O verde território da esperança

A palavra vem de esperar, ansiar, almejar. Esperar que a nossa terra seja respeitada,seu povo valorizado, a riqueza que produzimos retorne à população em forma de educação, saúde, segurança e emprego.

Compartilhe:

Nasci no ano de 1944, quando a implementação do Território Federal do Amapá ocorria de forma acelerada. A área que passou a integrar a nova unidade criada em 13/9/1943 era relegada pelo Estado do Pará e já havia sido desejada por aventureiros, principalmente pelos franceses. A falta de infra-estrutura social e econômica era patente. A cidade de Macapá, sede do antigo município de igual denominação, jurisdicionado ao Pará, não possuía água encanada, energia elétrica, hospital e empreendimentos geradores de empregos. Em pouco tempo, o panorama mudou radicalmente. Subordinado ao Ministério da Justiça e Negócios Interiores, o Amapá tinha que andar na linha. O governador Janary Gentil Nunes, paraense natural de Alenquer tinha perfeita consciência de que sua missão atendia exigência da segurança nacional. Desenvolveu seu trabalho enfrentando mudanças radicais no alto escalão da Nação tendo como principal galardão sua eficiência e probidade. O povo recebeu com simpatia a filosofia por ele implantada, evidenciando o otimismo em relação ao futuro e a crença de que tudo precisava mudar. Nas escolas públicas, os estudantes aprenderam a dar valor ao civismo. Sem o amor de seus filhos, o Amapá não progrediria. Usava-se com freqüência a expressão: “Amapá, o Verde Território da Esperança”. O Amapá era e ainda é verde, mas a esperança está passando ao largo, como um navio pilotado por aventureiros, sem rumo certo.

Apesar de haver portos bastante seguros, onde a embarcação possa atracar, os comandantes buscam um destino sem fundamentos morais e éticos. O melhor atracadouro é a esperança, que precisa ser entendida como condição de progresso. A palavra vem de esperar, ansiar, almejar. Esperar que a nossa terra seja respeitada,seu povo valorizado, a riqueza que produzimos retorne à população em forma de educação, saúde, segurança e emprego. Os eleitores amapaenses precisam rejeitar os oportunistas, que se prevalecem de cargos eletivos para surrupiar o dinheiro público. No decorrer das campanhas eles agem como autênticos “santos do pau oco”. Depois de eleitos revelam um cinismo revoltante, mostrando que não cultuam o civismo e são capazes de praticar atos abomináveis. O verde, da frase que titula este artigo teve inicialmente o sentido de novo. O verde das nossas matas e campos vem sendo preservado a custa de muito esforço dos cidadãos residentes no meio rural e por força das leis de proteção ambiental. É tão importante, que passou a nominar um projeto concebido pelo Senador José Sarney propondo a criação da Zona Franca Verde no Amapá.

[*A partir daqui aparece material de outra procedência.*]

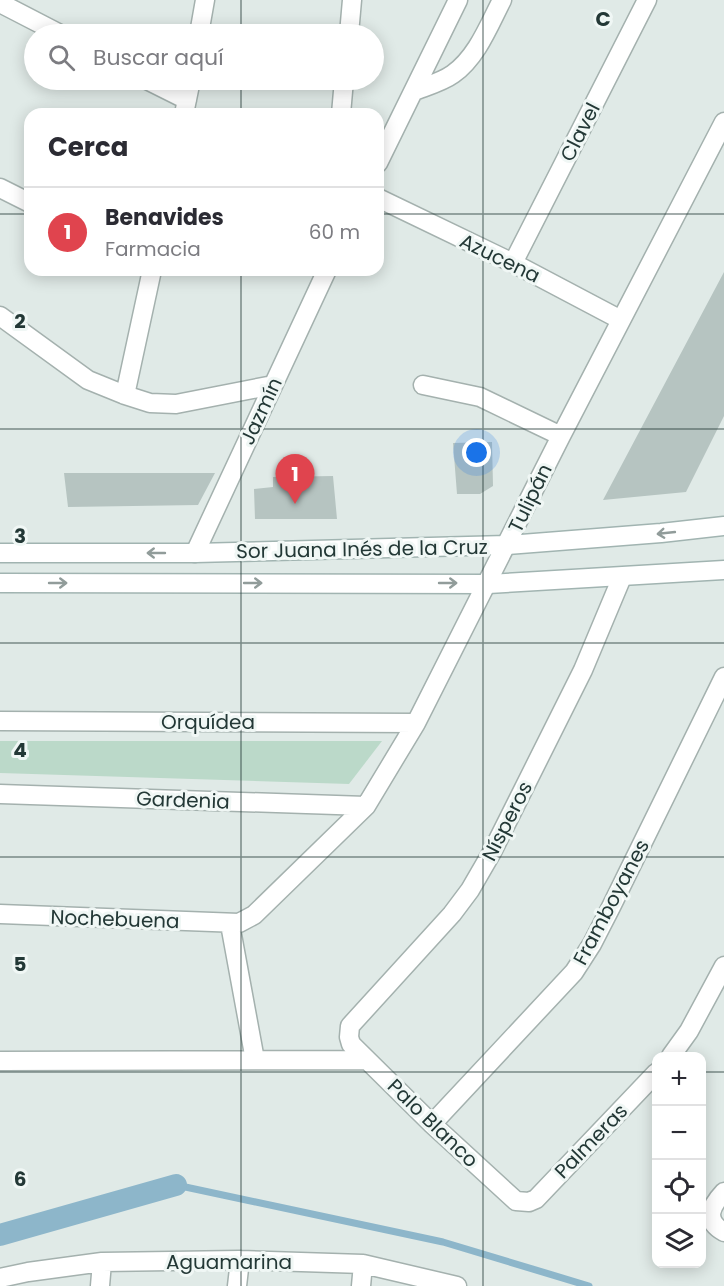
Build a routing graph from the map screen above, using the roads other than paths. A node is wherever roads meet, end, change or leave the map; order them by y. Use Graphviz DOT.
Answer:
graph roads {
  1 [pos="205,0"];
  2 [pos="352,0"];
  3 [pos="458,0"];
  4 [pos="502,0"];
  5 [pos="647,0"];
  6 [pos="0,3"];
  7 [pos="41,24"];
  8 [pos="201,24"];
  9 [pos="350,24"];
  10 [pos="161,90"];
  11 [pos="188,90"];
  12 [pos="343,90"];
  13 [pos="414,91"];
  14 [pos="185,107"];
  15 [pos="342,108"];
  16 [pos="724,122"];
  17 [pos="384,151"];
  18 [pos="0,188"];
  19 [pos="24,200"];
  20 [pos="384,201"];
  21 [pos="513,263"];
  22 [pos="151,276"];
  23 [pos="324,276"];
  24 [pos="0,316"];
  25 [pos="621,320"];
  26 [pos="273,385"];
  27 [pos="423,385"];
  28 [pos="125,395"];
  29 [pos="561,436"];
  30 [pos="724,526"];
  31 [pos="507,545"];
  32 [pos="316,550"];
  33 [pos="0,553"];
  34 [pos="195,553"];
  35 [pos="724,570"];
  36 [pos="622,577"];
  37 [pos="0,583"];
  38 [pos="316,583"];
  39 [pos="488,584"];
  40 [pos="724,677"];
  41 [pos="0,721"];
  42 [pos="416,723"];
  43 [pos="0,794"];
  44 [pos="366,806"];
  45 [pos="0,914"];
  46 [pos="230,924"];
  47 [pos="724,966"];
  48 [pos="349,1037"];
  49 [pos="674,1052"];
  50 [pos="255,1060"];
  51 [pos="368,1060"];
  52 [pos="0,1061"];
  53 [pos="652,1078"];
  54 [pos="432,1124"];
  55 [pos="724,1192"];
  56 [pos="523,1202"];
  57 [pos="718,1226"];
  58 [pos="240,1260"];
  59 [pos="102,1262"];
  60 [pos="363,1264"];
  61 [pos="0,1278"];
  62 [pos="100,1286"];
  63 [pos="237,1286"];
  64 [pos="361,1286"];
  65 [pos="457,1286"];
  1 -- 8 [label="street"];
  2 -- 9 [label="street"];
  3 -- 13 [label="street"];
  4 -- 13 [label="street"];
  5 -- 21 [label="street, Clavel"];
  6 -- 7 [label="street"];
  10 -- 14 [label="street"];
  11 -- 14 [label="street"];
  12 -- 15 [label="street"];
  13 -- 17 [label="street"];
  16 -- 25 [label="street, Tulipán"];
  18 -- 19 [label="street"];
  20 -- 21 [label="street, Azucena"];
  21 -- 25 [label="street, Azucena"];
  22 -- 28 [label="street"];
  23 -- 26 [label="street, Jazmín"];
  24 -- 28 [label="street"];
  25 -- 29 [label="street, Tulipán"];
  26 -- 28 [label="street"];
  26 -- 34 [label="street, Jazmín"];
  27 -- 29 [label="street"];
  29 -- 31 [label="street, Tulipán"];
  30 -- 31 [label="street, Sor Juana Inés de la Cruz, one-way"];
  31 -- 32 [label="street, Sor Juana Inés de la Cruz"];
  31 -- 39 [label="street, Tulipán"];
  32 -- 34 [label="street, Sor Juana Inés de la Cruz"];
  32 -- 38 [label="street"];
  34 -- 33 [label="street, Sor Juana Inés de la Cruz, one-way"];
  35 -- 36 [label="street, Sor Juana Inés de la Cruz"];
  36 -- 39 [label="street, Sor Juana Inés de la Cruz"];
  36 -- 48 [label="street, Nísperos"];
  37 -- 38 [label="street, Sor Juana Inés de la Cruz, one-way"];
  38 -- 39 [label="street, Sor Juana Inés de la Cruz, one-way"];
  39 -- 42 [label="street, Tulipán"];
  40 -- 54 [label="street, Framboyanes"];
  41 -- 42 [label="street, Orquídea"];
  42 -- 44 [label="street, Tulipán"];
  43 -- 44 [label="street, Gardenia"];
  44 -- 46 [label="street, Tulipán"];
  45 -- 46 [label="street, Nochebuena"];
  46 -- 50 [label="street"];
  47 -- 49 [label="street"];
  48 -- 51 [label="street, Palo Blanco"];
  50 -- 51 [label="street"];
  50 -- 52 [label="street"];
  51 -- 54 [label="street, Palo Blanco"];
  53 -- 56 [label="street, Palmeras"];
  54 -- 56 [label="street, Palo Blanco"];
  55 -- 57 [label="street"];
  58 -- 59 [label="street, Aguamarina"];
  58 -- 60 [label="street, Aguamarina"];
  58 -- 63 [label="street"];
  59 -- 61 [label="street, Aguamarina"];
  59 -- 62 [label="street"];
  60 -- 64 [label="street"];
  60 -- 65 [label="street, Aguamarina"];
}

Dia 18/12/2015, a Presidente Dilma Rousseff sancionou a nova lei, renovando as esperanças dos amapaenses. Considerada um corredor econômico, que viabiliza a instalação de indústrias para a fabricação de produtos com matéria prima de origem animal, vegetal e mineral, a ZFV oferece atrativos às indústrias que desejarem se instalar no Amapá. Em épocas mais recuadas, em Calçoene, tivemos uma fábrica rudimentar, que extraia essência de pau-rosa, vendendo-a a japoneses, europeus e norte-americanos. Desde o meu tempo de guri, ouço dizer que os campos do Amapá não prestam para a agricultura. A terra é improdutiva e ácida. Como não presta? A Companhia Progresso do Amapá-COPRAM, empresa que integrava o grupo do empresário Augusto Antunes usou uma vasta faixa de serrado para plantar cana-de-açúcar e o resultado foi excepcional. A empresa pretendia implantar uma fábrica de açúcar para produzir 100 mil sacos do produto ao mês. Infelizmente, manobras dos grandes usineiros do Nordeste impediram a concessão da licença federal.

A COPRAM ateou fogo na plantação e a liberou para quem quisesse retirar canas da área. Experimentos com soja registram bom nível de produtividade, até mesmo nos campos do Curralinho, bem perto de Macapá. Ora, se os campos de Rondônia e os lavrados de Roraima estão sendo utilizados para o desenvolvimento de grandes empreendimentos agrícolas, por que, nos campos do Amapá o mesmo não pode acontecer? No primeiro semestre de 2016, o governo federal deverá regularizar as terras do Amapá e isso ajudará a mudar esta triste realidade.